Following the recent lawsuit filed by the Recording Industry Association of America (RIAA) against music startups Udio and Suno, Suno issued a Filing with court on Thursday that it had indeed trained its AI model using copyrighted songs. But it claimed that doing so was legal under the fair use doctrine.
The RIAA filed suit against Udio and Suno on June 24, claiming the businesses trained their models with copyrighted music.

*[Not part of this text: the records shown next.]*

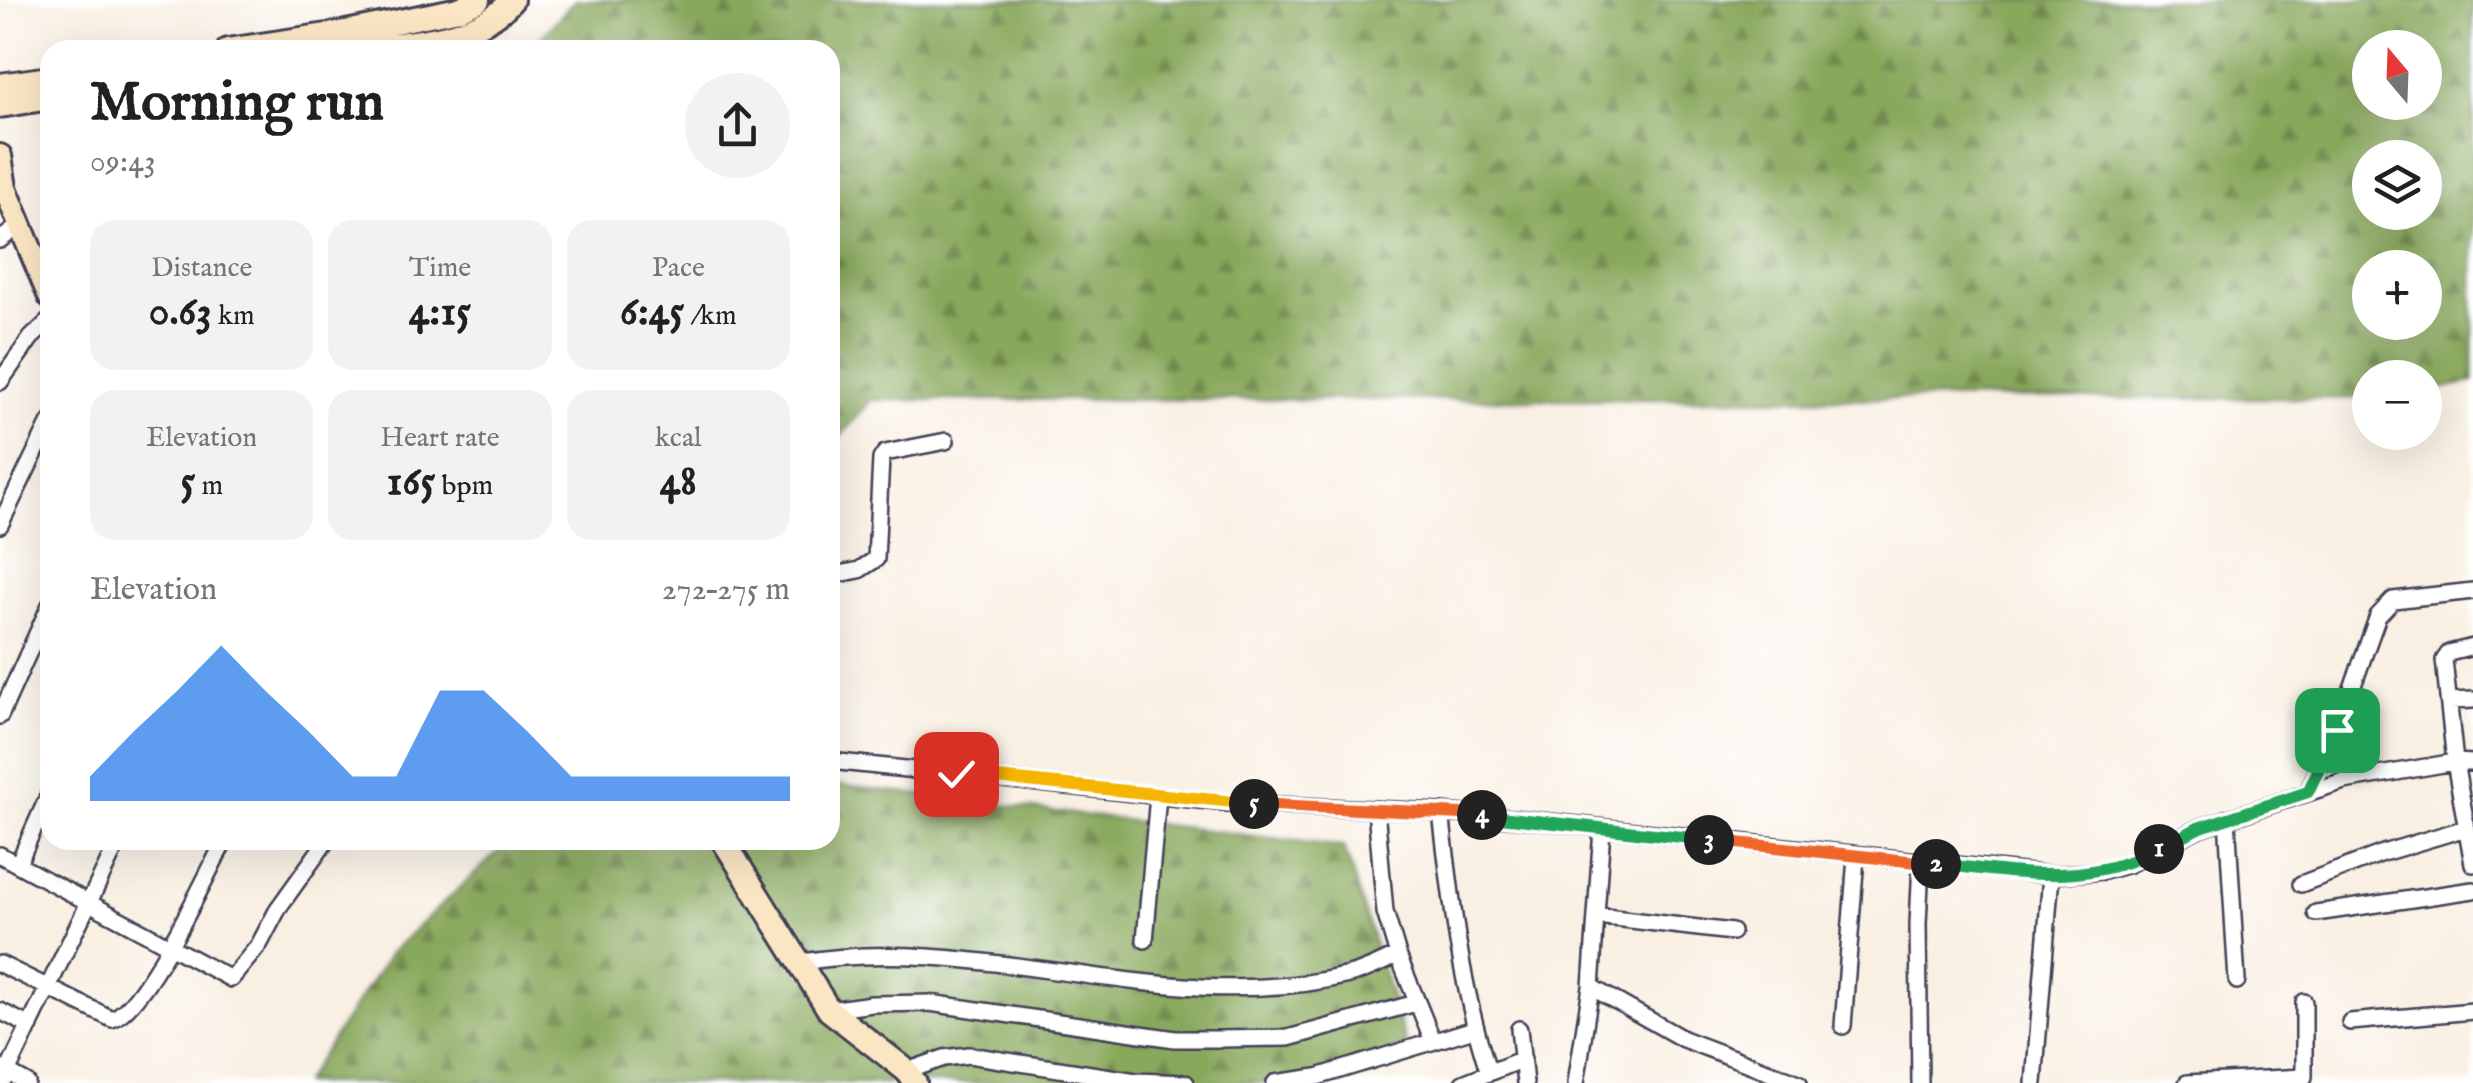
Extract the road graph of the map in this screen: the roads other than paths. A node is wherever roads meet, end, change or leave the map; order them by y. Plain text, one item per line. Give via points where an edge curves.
1 (478, 0) edge
2 (512, 0) edge
3 (294, 40) edge
4 (413, 40) edge
5 (40, 79) edge
6 (0, 85) edge
7 (40, 100) edge
8 (0, 106) edge
9 (0, 156) edge
10 (9, 233) edge
11 (40, 281) edge
12 (40, 329) edge
13 (0, 382) edge
14 (946, 440) dead end
15 (40, 443) edge
16 (0, 525) edge
17 (840, 574) edge
18 (2473, 591) edge
19 (40, 627) edge
20 (2473, 648) edge
21 (2473, 700) edge
22 (2450, 702) junction
23 (0, 716) edge
24 (840, 762) edge
25 (2455, 762) junction
26 (2473, 763) edge
27 (2308, 792) junction
28 (1158, 796) junction
29 (1376, 809) junction
30 (1440, 812) junction
31 (40, 814) edge
32 (2227, 818) junction
33 (1602, 828) junction
34 (2466, 828) junction
35 (114, 850) edge
36 (219, 850) edge
37 (320, 850) edge
38 (729, 850) edge
39 (0, 855) edge
40 (1856, 857) junction
41 (1921, 863) junction
42 (18, 864) junction
43 (2473, 864) edge
44 (2051, 875) junction
45 (2301, 884) dead end
46 (2473, 890) edge
47 (90, 904) junction
48 (2316, 912) dead end
49 (1597, 916) junction
50 (1732, 932) dead end
51 (1145, 940) dead end
52 (170, 944) junction
53 (1398, 956) junction
54 (797, 962) junction
55 (0, 964) edge
56 (2237, 981) dead end
57 (48, 987) junction
58 (1591, 987) junction
59 (2304, 1002) dead end
60 (1416, 1003) junction
61 (829, 1010) junction
62 (0, 1011) edge
63 (2473, 1011) edge
64 (2350, 1022) dead end
65 (30, 1026) junction
66 (1843, 1026) dead end
67 (1474, 1028) junction
68 (1519, 1028) dead end
69 (1433, 1041) junction
70 (1523, 1060) junction
71 (1488, 1073) junction
72 (3, 1074) edge
73 (911, 1077) edge
74 (27, 1083) edge
75 (1186, 1083) edge
76 (1276, 1083) edge
77 (1462, 1083) edge
78 (1525, 1083) edge
79 (1576, 1083) edge
80 (1799, 1083) edge
81 (1920, 1083) edge
82 (2034, 1083) edge
83 (2186, 1083) edge

1 - 3 main road
2 - 4 main road via 499,16 463,32
5 - 6 main road
7 - 8 main road
9 - 10 main road
10 - 11 main road
12 - 13 street
14 - 17 street via 896,448 881,459 876,558
15 - 16 street
18 - 27 street via 2404,598 2384,607
19 - 23 street
20 - 22 street via 2449,652 2444,660
21 - 22 street
22 - 25 street
24 - 28 street
25 - 26 street
25 - 27 street
25 - 34 street
27 - 32 street
28 - 29 street
28 - 51 street
29 - 30 street
29 - 53 street via 1385,912
30 - 33 street
30 - 67 street
31 - 42 street
32 - 44 street via 2129,864
32 - 56 street
33 - 40 street
33 - 49 street
34 - 43 street
34 - 45 street
35 - 47 street
36 - 52 street
37 - 52 street via 232,978
38 - 54 main road
39 - 42 street
40 - 41 street
40 - 66 street
41 - 44 street
41 - 81 street
42 - 47 street
44 - 82 street
46 - 48 street
47 - 52 street
47 - 57 street
49 - 50 street
49 - 58 street
52 - 57 street via 131,1006 112,1020
53 - 54 street via 1352,975 1253,986 1132,980 908,954
53 - 60 street
54 - 61 main road
55 - 57 street
57 - 65 street
58 - 79 street
58 - 80 street via 1683,1039
59 - 83 street via 2304,1077
60 - 61 street via 1288,1038 1218,1039 1175,1039 930,1003
60 - 69 street
61 - 73 main road
62 - 65 street
63 - 64 street
65 - 72 street
67 - 69 street
67 - 71 street
68 - 70 street
69 - 76 street via 1317,1078
70 - 71 street
70 - 78 street
71 - 77 street
72 - 74 street
73 - 75 street via 944,1058 970,1055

While Suno's investors already indicated that the startup didn’t have permission from the music labels to make use of the copyrighted material was not expressed as directly as in today's filing.
“It is not any secret that among the many tens of tens of millions of images used to coach Suno's model, there have been likely images whose rights are owned by the plaintiffs on this case,” the filing states.

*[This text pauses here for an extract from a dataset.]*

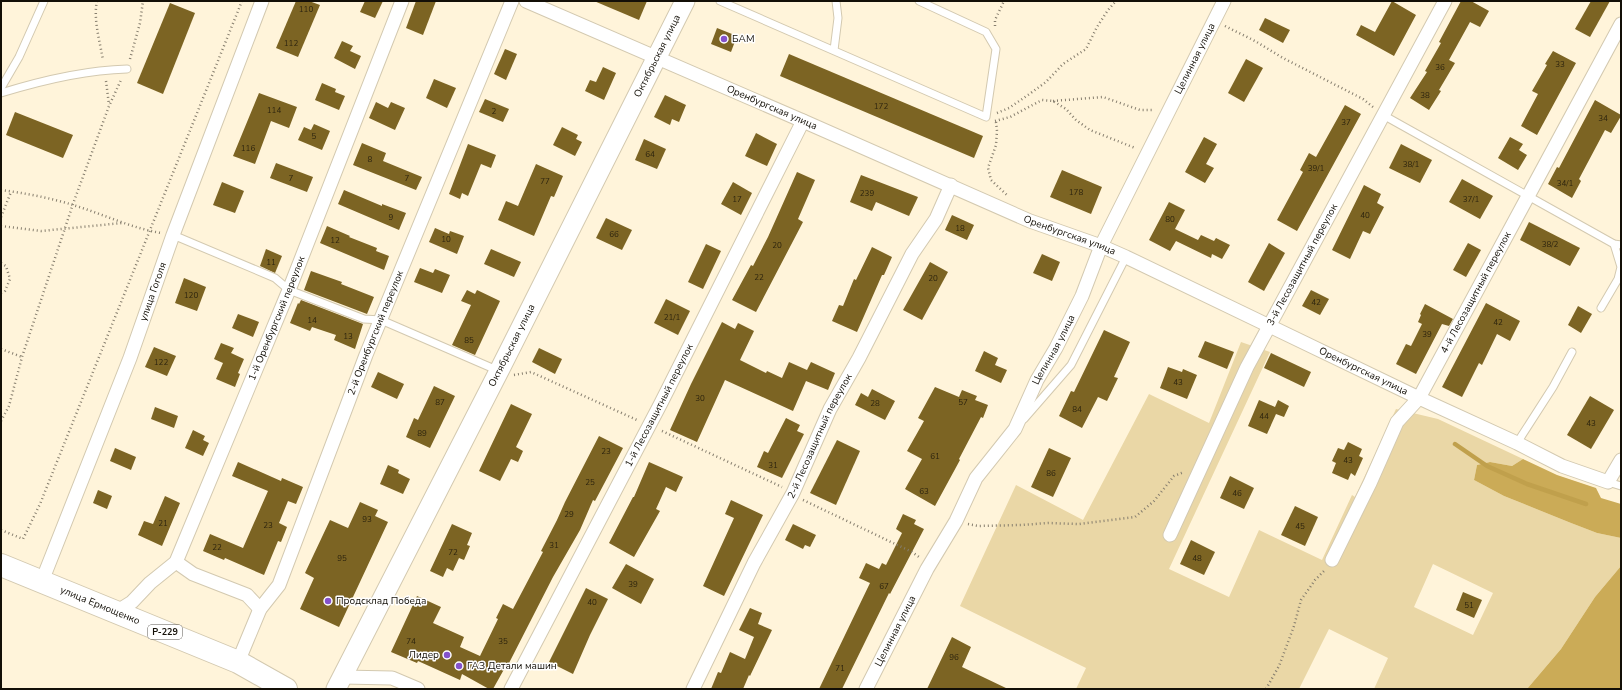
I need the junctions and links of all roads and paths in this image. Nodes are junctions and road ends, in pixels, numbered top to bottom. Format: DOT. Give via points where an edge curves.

Suno CEO and co-founder Mikey Shulman continued in a blog entry was released the identical day because the lawsuit was filed and states: “We train our models on medium and top quality music that we will find on the open Internet… Much of the open Internet actually accommodates copyrighted material and a few of it’s owned by major record labels.”

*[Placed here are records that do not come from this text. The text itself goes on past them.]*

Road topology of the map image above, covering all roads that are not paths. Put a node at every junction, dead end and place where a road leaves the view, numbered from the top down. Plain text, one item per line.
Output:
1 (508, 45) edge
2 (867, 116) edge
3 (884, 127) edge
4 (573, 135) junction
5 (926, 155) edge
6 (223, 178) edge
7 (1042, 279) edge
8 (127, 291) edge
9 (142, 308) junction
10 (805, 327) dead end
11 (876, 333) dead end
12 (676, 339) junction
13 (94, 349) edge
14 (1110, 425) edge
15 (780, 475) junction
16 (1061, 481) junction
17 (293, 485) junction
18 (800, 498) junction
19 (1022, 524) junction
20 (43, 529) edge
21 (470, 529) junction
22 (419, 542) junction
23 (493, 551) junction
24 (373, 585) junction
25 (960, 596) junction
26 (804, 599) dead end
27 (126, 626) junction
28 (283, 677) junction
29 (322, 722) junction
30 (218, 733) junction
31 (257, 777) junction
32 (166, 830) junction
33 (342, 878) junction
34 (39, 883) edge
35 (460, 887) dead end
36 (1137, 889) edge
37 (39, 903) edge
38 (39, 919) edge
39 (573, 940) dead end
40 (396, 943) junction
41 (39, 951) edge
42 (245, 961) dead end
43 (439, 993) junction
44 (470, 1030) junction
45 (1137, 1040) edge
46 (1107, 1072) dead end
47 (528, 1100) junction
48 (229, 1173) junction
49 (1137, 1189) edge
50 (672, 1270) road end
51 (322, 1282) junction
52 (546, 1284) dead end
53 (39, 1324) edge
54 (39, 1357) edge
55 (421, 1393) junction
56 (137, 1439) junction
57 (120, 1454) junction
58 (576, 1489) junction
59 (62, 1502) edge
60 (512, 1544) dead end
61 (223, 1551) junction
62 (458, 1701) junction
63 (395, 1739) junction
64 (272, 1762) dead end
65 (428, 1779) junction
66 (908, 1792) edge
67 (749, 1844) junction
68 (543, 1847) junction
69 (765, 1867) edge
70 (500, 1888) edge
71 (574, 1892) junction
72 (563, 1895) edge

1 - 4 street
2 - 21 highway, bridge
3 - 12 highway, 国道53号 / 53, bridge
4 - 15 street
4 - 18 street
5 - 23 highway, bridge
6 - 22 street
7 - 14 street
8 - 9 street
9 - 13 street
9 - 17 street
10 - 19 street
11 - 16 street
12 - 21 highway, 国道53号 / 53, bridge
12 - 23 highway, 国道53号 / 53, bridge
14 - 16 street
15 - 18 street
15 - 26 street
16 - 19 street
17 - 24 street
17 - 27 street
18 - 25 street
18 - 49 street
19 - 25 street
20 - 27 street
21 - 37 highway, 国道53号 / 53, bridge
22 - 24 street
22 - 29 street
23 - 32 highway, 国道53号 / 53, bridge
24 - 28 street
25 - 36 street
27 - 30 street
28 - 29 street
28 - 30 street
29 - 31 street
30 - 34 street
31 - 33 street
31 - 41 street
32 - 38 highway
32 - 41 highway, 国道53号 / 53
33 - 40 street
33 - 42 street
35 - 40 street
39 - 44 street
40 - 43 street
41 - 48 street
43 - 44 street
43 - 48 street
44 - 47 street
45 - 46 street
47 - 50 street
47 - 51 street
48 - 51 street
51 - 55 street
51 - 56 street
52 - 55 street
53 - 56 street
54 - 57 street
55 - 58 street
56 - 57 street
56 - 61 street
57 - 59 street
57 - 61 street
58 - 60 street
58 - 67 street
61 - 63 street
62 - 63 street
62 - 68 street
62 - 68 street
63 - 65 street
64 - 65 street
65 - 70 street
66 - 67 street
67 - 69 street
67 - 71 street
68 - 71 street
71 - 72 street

Shulman also argued that training his AI model using data from the “open web” was no different from “a child writing his own rock songs after listening to the genre.”
“Learning isn’t an intervention in society. It never was and it still is,” Shulman added.
The RIAA responded with this response: “This is a significant admission of facts they tried to cover for months and only admitted when forced to achieve this by a lawsuit. Their industrial-scale copyright infringement doesn’t meet the necessities of 'fair use.' It isn’t fair in any respect to steal an artist's life's work, extract its core value and repackage it to compete directly with the originals… Their vision of the 'way forward for music' is seemingly one during which fans can not benefit from the music of their favorite artists because those artists can not make a living.”
The query of fair use has never been easy, but in the case of training AI models, even established doctrines may not apply. The end result of this early-stage case is more likely to set an influential precedent that would determine the long run of greater than just the 2 startups named in it.